Frequently Asked Questions[FAQ]:
1. What information can I find at the database?
Currently, we have protein-protein interaction, protein/gene regulatory and protein-small molecule interaction information stored in the database.
The interaction information is obtained from several manually curated databases and text mining from literature. Manually curated molecular interaction information was obtained from BioGRID
, NCBI Gene
, and STITCH
Pathway related information was obtained from KEGG database
, Pathway Interaction database
Disease information was obtained from PharmGKB
and KEGG database
Gene ontology terms and related information was obtained from Gene Ontology database
and GOA database
2. How can I search the database?
A user can retrieve interaction information of a protein or a small molecule by querying the name in the Molecular Name
search box. Currently, you can query only one molecule name. The query name has to be a name that is already in the database. The system will provide hint automatically when a partial name is typed in. When there is not hint for a particular name, it is not indexed in the database. Please let us know of any missing names and we will be happy to add them.
The user can also limit the type of interactions by choosing other options below the molecular name entry box, as explained below. When an option is not used, the default is to select all possible values. Again, when a name can be typed in a search box, it has to be a name that is already stored in IMID. Hints will be given when partial names are typed in.
- Molecule Type: select one molecular type from the dropdown list. Currently, there are only protein-protein and protein-small molecule types in IMID.
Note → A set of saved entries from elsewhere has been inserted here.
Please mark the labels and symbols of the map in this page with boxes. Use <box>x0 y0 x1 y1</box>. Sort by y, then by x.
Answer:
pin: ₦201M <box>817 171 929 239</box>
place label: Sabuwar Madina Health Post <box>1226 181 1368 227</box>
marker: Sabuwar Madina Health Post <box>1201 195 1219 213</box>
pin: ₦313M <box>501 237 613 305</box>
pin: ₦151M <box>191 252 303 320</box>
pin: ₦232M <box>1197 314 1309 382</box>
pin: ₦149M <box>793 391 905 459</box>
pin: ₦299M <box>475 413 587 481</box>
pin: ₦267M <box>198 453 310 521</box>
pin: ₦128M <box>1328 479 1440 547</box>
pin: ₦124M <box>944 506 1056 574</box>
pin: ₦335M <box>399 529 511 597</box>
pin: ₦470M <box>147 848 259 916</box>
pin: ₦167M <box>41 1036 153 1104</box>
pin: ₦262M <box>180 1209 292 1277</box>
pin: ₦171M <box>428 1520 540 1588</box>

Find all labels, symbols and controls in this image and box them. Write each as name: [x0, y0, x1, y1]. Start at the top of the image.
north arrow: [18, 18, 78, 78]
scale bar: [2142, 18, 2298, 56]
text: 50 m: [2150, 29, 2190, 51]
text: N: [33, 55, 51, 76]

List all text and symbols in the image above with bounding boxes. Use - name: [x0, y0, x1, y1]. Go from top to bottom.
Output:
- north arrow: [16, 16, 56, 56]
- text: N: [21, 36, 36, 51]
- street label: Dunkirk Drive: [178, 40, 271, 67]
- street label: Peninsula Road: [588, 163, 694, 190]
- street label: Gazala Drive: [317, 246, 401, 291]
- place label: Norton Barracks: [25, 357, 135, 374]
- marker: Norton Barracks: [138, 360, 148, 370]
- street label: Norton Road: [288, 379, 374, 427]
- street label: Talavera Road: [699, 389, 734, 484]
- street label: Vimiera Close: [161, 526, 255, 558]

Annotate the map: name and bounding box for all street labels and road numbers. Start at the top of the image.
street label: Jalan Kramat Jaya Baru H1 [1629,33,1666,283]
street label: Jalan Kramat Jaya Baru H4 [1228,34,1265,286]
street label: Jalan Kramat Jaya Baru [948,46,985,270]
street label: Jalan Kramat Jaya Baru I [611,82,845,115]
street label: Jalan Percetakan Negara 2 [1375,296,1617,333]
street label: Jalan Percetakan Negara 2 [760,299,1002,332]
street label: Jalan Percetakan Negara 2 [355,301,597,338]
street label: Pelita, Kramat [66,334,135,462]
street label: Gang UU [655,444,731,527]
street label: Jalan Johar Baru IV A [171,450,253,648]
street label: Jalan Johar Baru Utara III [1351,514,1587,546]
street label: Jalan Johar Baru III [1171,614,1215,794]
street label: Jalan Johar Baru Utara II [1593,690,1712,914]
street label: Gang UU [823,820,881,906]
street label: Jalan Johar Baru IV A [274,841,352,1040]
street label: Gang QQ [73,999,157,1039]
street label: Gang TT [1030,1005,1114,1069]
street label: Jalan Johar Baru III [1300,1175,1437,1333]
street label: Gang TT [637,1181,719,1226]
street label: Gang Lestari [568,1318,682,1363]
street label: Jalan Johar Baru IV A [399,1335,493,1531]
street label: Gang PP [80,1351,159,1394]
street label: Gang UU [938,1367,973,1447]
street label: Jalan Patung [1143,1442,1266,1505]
- Interaction Type: select one interaction type from the dropdown list. There are four interaction types in IMID:
- genetic interaction/association: genetic interaction or association between two genes.
- interaction: general interaction. Sometimes, the specific type of interaction is unknown.
- physical interaction: physical interaction identified by the interaction word.
- regulation: regulation identified by the interaction word.
- Interaction Words: the words that are used to describe the particular interaction in the text.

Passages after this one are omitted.